▶ _What is expected_:
Only an exact repeat of the listing, without its images, counts as the answer.

▶ _Supplied material_:
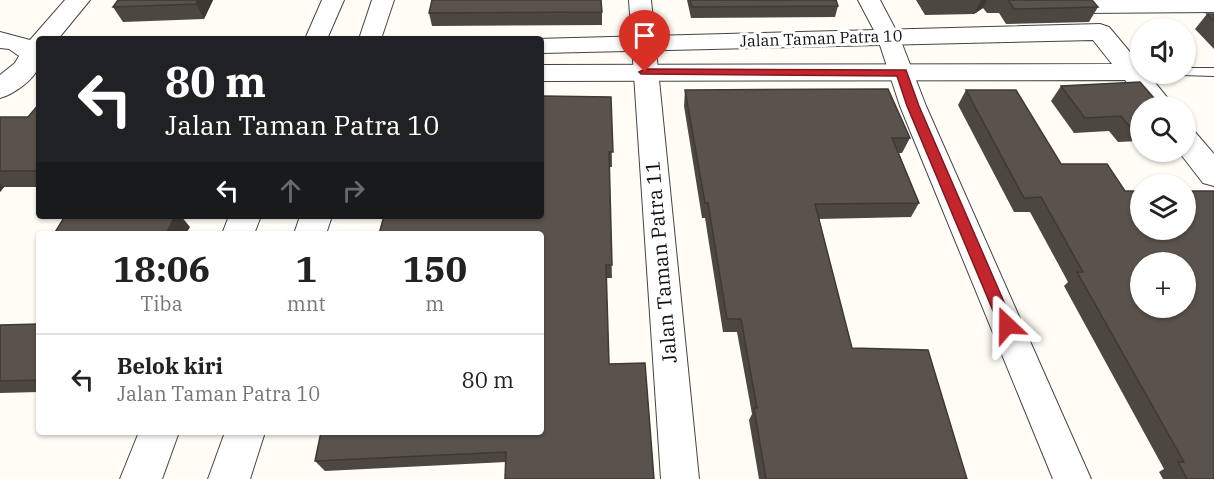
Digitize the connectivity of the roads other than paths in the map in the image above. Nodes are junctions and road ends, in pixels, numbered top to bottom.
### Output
1 (78, 0) edge
2 (333, 0) edge
3 (383, 0) edge
4 (640, 0) edge
5 (869, 0) edge
6 (1081, 3) edge
7 (1214, 5) edge
8 (1100, 32) junction
9 (47, 36) edge
10 (317, 36) edge
11 (371, 36) edge
12 (888, 36) junction
13 (0, 40) edge
14 (544, 45) edge
15 (36, 48) edge
16 (644, 58) junction
17 (1130, 65) edge
18 (902, 72) junction
19 (1130, 72) edge
20 (1196, 72) edge
21 (1214, 72) edge
22 (544, 73) edge
23 (36, 86) edge
24 (2, 88) edge
25 (1196, 153) edge
26 (1214, 175) edge
27 (158, 435) edge
28 (244, 435) edge
29 (141, 479) edge
30 (229, 479) edge
31 (680, 479) edge
32 (1072, 479) edge

1 - 9 street
2 - 10 street
3 - 11 street
4 - 16 street, Jalan Taman Patra 11
5 - 12 street
6 - 7 street
6 - 8 street
8 - 12 street, Jalan Taman Patra 10
8 - 17 street
12 - 16 street, Jalan Taman Patra 10
12 - 18 street
13 - 15 street
14 - 16 street, Jalan Taman Patra 10
15 - 24 street
16 - 18 street, Jalan Taman Patra 10
16 - 22 street, Jalan Taman Patra 10
16 - 31 street, Jalan Taman Patra 11
18 - 19 street, Jalan Taman Patra 10
18 - 32 street
20 - 21 lane
23 - 24 street
25 - 26 street
27 - 29 street
28 - 30 street

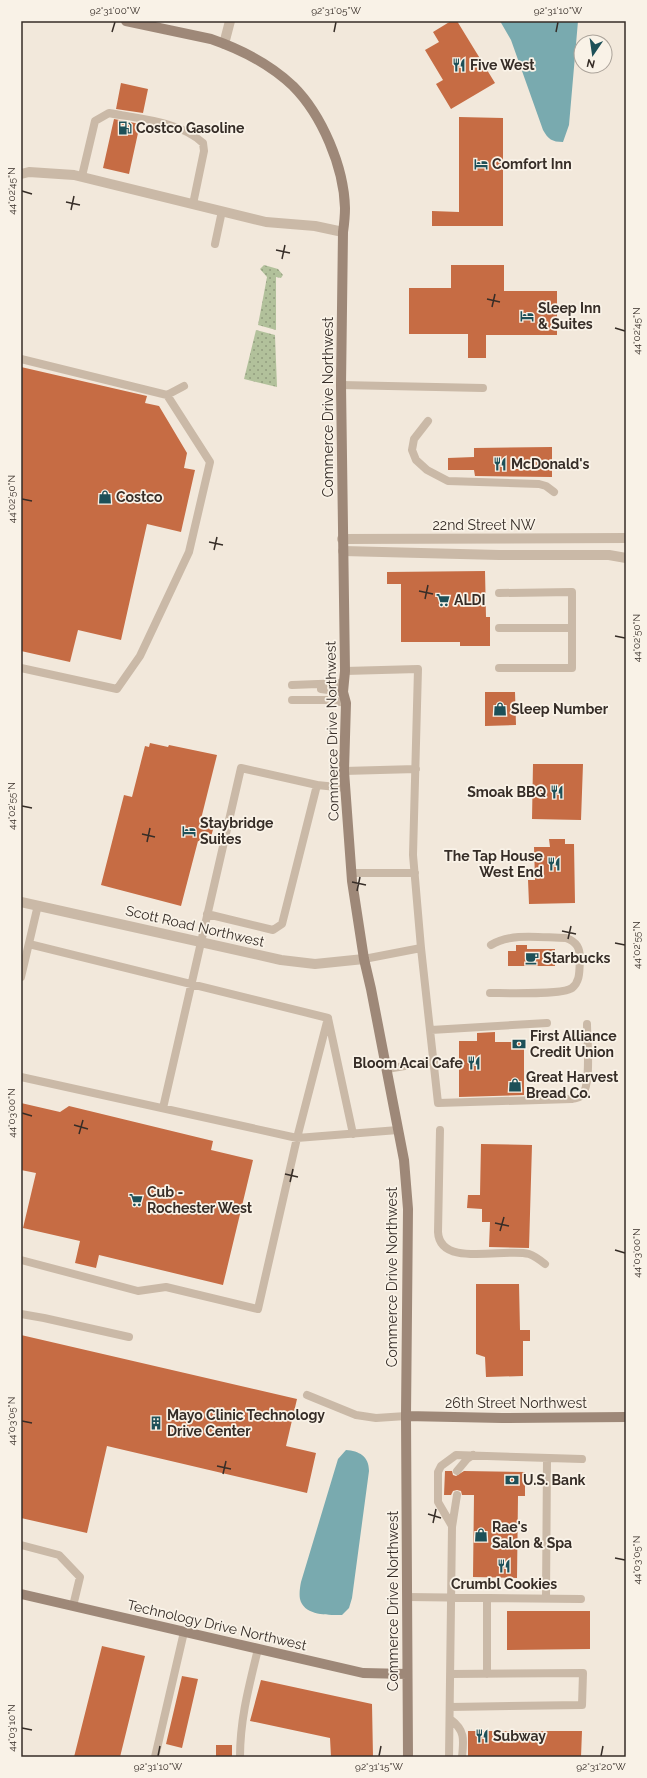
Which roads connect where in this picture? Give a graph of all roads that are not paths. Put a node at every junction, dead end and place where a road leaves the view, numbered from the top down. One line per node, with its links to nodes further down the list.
1 (126, 21): 3 (street, Commerce Drive Northwest)
2 (230, 21): 3 (street)
3 (224, 44): 8 (street, Commerce Drive Northwest)
4 (21, 174): 5 (street)
5 (82, 176): 6 (street); 6 (lane)
6 (193, 204): 7 (street)
7 (222, 211): 8 (street); 9 (lane)
8 (343, 232): 11 (street, Commerce Drive Northwest)
9 (215, 244)
10 (21, 359): 14 (lane)
11 (341, 385): 13 (lane); 18 (street, Commerce Drive Northwest)
12 (184, 386): 14 (lane)
13 (482, 388)
14 (167, 395): 24 (lane)
15 (428, 421): 16 (lane)
16 (554, 492)
17 (626, 538): 18 (street, 22nd Street NW)
18 (342, 539): 19 (street, Commerce Drive Northwest)
19 (343, 551): 20 (street, 22nd Street NW); 26 (street, Commerce Drive Northwest)
20 (626, 558)
21 (499, 593): 23 (lane)
22 (499, 628): 23 (lane)
23 (572, 628): 25 (lane)
24 (21, 668)
25 (499, 668)
26 (345, 671): 28 (street, Commerce Drive Northwest); 31 (lane)
27 (292, 686): 28 (lane)
28 (344, 687): 30 (street, Commerce Drive Northwest)
29 (292, 700): 30 (lane)
30 (346, 703): 32 (street, Commerce Drive Northwest)
31 (416, 769): 32 (lane); 36 (lane)
32 (344, 771): 34 (street, Commerce Drive Northwest)
33 (317, 785): 34 (lane); 39 (lane); 39 (lane)
34 (346, 788): 35 (street, Commerce Drive Northwest)
35 (352, 873): 36 (lane); 44 (street, Commerce Drive Northwest)
36 (415, 873): 43 (lane)
37 (21, 902): 38 (street, Scott Road Northwest)
38 (38, 906): 40 (street, Scott Road Northwest); 41 (lane)
39 (207, 914): 40 (lane)
40 (201, 942): 44 (street, Scott Road Northwest); 46 (lane)
41 (28, 944): 45 (lane); 46 (lane)
42 (491, 945): 47 (lane)
43 (421, 948): 44 (lane); 51 (lane)
44 (364, 959): 53 (street, Commerce Drive Northwest)
45 (21, 977)
46 (192, 984): 48 (lane); 55 (lane)
47 (490, 993)
48 (328, 1018): 58 (lane); 59 (lane)
49 (547, 1023): 51 (lane)
50 (587, 1024): 52 (lane)
51 (431, 1030): 52 (lane)
52 (434, 1061): 53 (lane)
53 (386, 1069): 56 (street, Commerce Drive Northwest)
54 (21, 1077): 55 (lane)
55 (163, 1108): 59 (lane)
56 (398, 1130): 58 (lane); 65 (street, Commerce Drive Northwest)
57 (440, 1130): 61 (lane)
58 (353, 1134): 59 (lane)
59 (297, 1138): 60 (lane)
60 (21, 1260)
61 (545, 1264)
62 (21, 1314): 63 (lane)
63 (129, 1337)
64 (307, 1395): 65 (lane)
65 (406, 1416): 66 (street, 26th Street Northwest); 75 (street, Commerce Drive Northwest)
66 (626, 1417)
67 (473, 1455): 68 (lane); 70 (lane); 72 (lane)
68 (546, 1459): 69 (lane); 78 (lane)
69 (582, 1459)
70 (457, 1471)
71 (457, 1495): 72 (lane)
72 (452, 1527): 76 (lane)
73 (21, 1545): 80 (lane)
74 (21, 1594): 80 (street, Technology Drive Northwest)
75 (407, 1597): 76 (lane); 83 (street, Commerce Drive Northwest)
76 (452, 1598): 77 (lane); 84 (lane)
77 (487, 1598): 78 (lane); 85 (lane)
78 (546, 1598): 79 (lane)
79 (581, 1598)
80 (73, 1606): 81 (street, Technology Drive Northwest)
81 (184, 1632): 82 (street, Technology Drive Northwest); 88 (lane)
82 (258, 1649): 83 (street, Technology Drive Northwest); 89 (lane)
83 (407, 1674): 90 (street, Commerce Drive Northwest)
84 (451, 1674): 85 (lane); 86 (lane)
85 (487, 1674): 86 (lane)
86 (450, 1707): 87 (lane)
87 (450, 1719): 91 (lane); 92 (lane)
88 (155, 1757)
89 (240, 1757)
90 (408, 1757)
91 (449, 1757)
92 (462, 1757)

▶ _Result for this task_:
Digitize the connectivity of the roads other than paths in the map in the image above. Nodes are junctions and road ends, in pixels, numbered top to bottom.
### Output
1 (78, 0) edge
2 (333, 0) edge
3 (383, 0) edge
4 (640, 0) edge
5 (869, 0) edge
6 (1081, 3) edge
7 (1214, 5) edge
8 (1100, 32) junction
9 (47, 36) edge
10 (317, 36) edge
11 (371, 36) edge
12 (888, 36) junction
13 (0, 40) edge
14 (544, 45) edge
15 (36, 48) edge
16 (644, 58) junction
17 (1130, 65) edge
18 (902, 72) junction
19 (1130, 72) edge
20 (1196, 72) edge
21 (1214, 72) edge
22 (544, 73) edge
23 (36, 86) edge
24 (2, 88) edge
25 (1196, 153) edge
26 (1214, 175) edge
27 (158, 435) edge
28 (244, 435) edge
29 (141, 479) edge
30 (229, 479) edge
31 (680, 479) edge
32 (1072, 479) edge

1 - 9 street
2 - 10 street
3 - 11 street
4 - 16 street, Jalan Taman Patra 11
5 - 12 street
6 - 7 street
6 - 8 street
8 - 12 street, Jalan Taman Patra 10
8 - 17 street
12 - 16 street, Jalan Taman Patra 10
12 - 18 street
13 - 15 street
14 - 16 street, Jalan Taman Patra 10
15 - 24 street
16 - 18 street, Jalan Taman Patra 10
16 - 22 street, Jalan Taman Patra 10
16 - 31 street, Jalan Taman Patra 11
18 - 19 street, Jalan Taman Patra 10
18 - 32 street
20 - 21 lane
23 - 24 street
25 - 26 street
27 - 29 street
28 - 30 street

Which roads connect where in this picture? Give a graph of all roads that are not paths. Put a node at every junction, dead end and place where a road leaves the view, numbered from the top down. One line per node, with its links to nodes further down the list.
1 (126, 21): 3 (street, Commerce Drive Northwest)
2 (230, 21): 3 (street)
3 (224, 44): 8 (street, Commerce Drive Northwest)
4 (21, 174): 5 (street)
5 (82, 176): 6 (street); 6 (lane)
6 (193, 204): 7 (street)
7 (222, 211): 8 (street); 9 (lane)
8 (343, 232): 11 (street, Commerce Drive Northwest)
9 (215, 244)
10 (21, 359): 14 (lane)
11 (341, 385): 13 (lane); 18 (street, Commerce Drive Northwest)
12 (184, 386): 14 (lane)
13 (482, 388)
14 (167, 395): 24 (lane)
15 (428, 421): 16 (lane)
16 (554, 492)
17 (626, 538): 18 (street, 22nd Street NW)
18 (342, 539): 19 (street, Commerce Drive Northwest)
19 (343, 551): 20 (street, 22nd Street NW); 26 (street, Commerce Drive Northwest)
20 (626, 558)
21 (499, 593): 23 (lane)
22 (499, 628): 23 (lane)
23 (572, 628): 25 (lane)
24 (21, 668)
25 (499, 668)
26 (345, 671): 28 (street, Commerce Drive Northwest); 31 (lane)
27 (292, 686): 28 (lane)
28 (344, 687): 30 (street, Commerce Drive Northwest)
29 (292, 700): 30 (lane)
30 (346, 703): 32 (street, Commerce Drive Northwest)
31 (416, 769): 32 (lane); 36 (lane)
32 (344, 771): 34 (street, Commerce Drive Northwest)
33 (317, 785): 34 (lane); 39 (lane); 39 (lane)
34 (346, 788): 35 (street, Commerce Drive Northwest)
35 (352, 873): 36 (lane); 44 (street, Commerce Drive Northwest)
36 (415, 873): 43 (lane)
37 (21, 902): 38 (street, Scott Road Northwest)
38 (38, 906): 40 (street, Scott Road Northwest); 41 (lane)
39 (207, 914): 40 (lane)
40 (201, 942): 44 (street, Scott Road Northwest); 46 (lane)
41 (28, 944): 45 (lane); 46 (lane)
42 (491, 945): 47 (lane)
43 (421, 948): 44 (lane); 51 (lane)
44 (364, 959): 53 (street, Commerce Drive Northwest)
45 (21, 977)
46 (192, 984): 48 (lane); 55 (lane)
47 (490, 993)
48 (328, 1018): 58 (lane); 59 (lane)
49 (547, 1023): 51 (lane)
50 (587, 1024): 52 (lane)
51 (431, 1030): 52 (lane)
52 (434, 1061): 53 (lane)
53 (386, 1069): 56 (street, Commerce Drive Northwest)
54 (21, 1077): 55 (lane)
55 (163, 1108): 59 (lane)
56 (398, 1130): 58 (lane); 65 (street, Commerce Drive Northwest)
57 (440, 1130): 61 (lane)
58 (353, 1134): 59 (lane)
59 (297, 1138): 60 (lane)
60 (21, 1260)
61 (545, 1264)
62 (21, 1314): 63 (lane)
63 (129, 1337)
64 (307, 1395): 65 (lane)
65 (406, 1416): 66 (street, 26th Street Northwest); 75 (street, Commerce Drive Northwest)
66 (626, 1417)
67 (473, 1455): 68 (lane); 70 (lane); 72 (lane)
68 (546, 1459): 69 (lane); 78 (lane)
69 (582, 1459)
70 (457, 1471)
71 (457, 1495): 72 (lane)
72 (452, 1527): 76 (lane)
73 (21, 1545): 80 (lane)
74 (21, 1594): 80 (street, Technology Drive Northwest)
75 (407, 1597): 76 (lane); 83 (street, Commerce Drive Northwest)
76 (452, 1598): 77 (lane); 84 (lane)
77 (487, 1598): 78 (lane); 85 (lane)
78 (546, 1598): 79 (lane)
79 (581, 1598)
80 (73, 1606): 81 (street, Technology Drive Northwest)
81 (184, 1632): 82 (street, Technology Drive Northwest); 88 (lane)
82 (258, 1649): 83 (street, Technology Drive Northwest); 89 (lane)
83 (407, 1674): 90 (street, Commerce Drive Northwest)
84 (451, 1674): 85 (lane); 86 (lane)
85 (487, 1674): 86 (lane)
86 (450, 1707): 87 (lane)
87 (450, 1719): 91 (lane); 92 (lane)
88 (155, 1757)
89 (240, 1757)
90 (408, 1757)
91 (449, 1757)
92 (462, 1757)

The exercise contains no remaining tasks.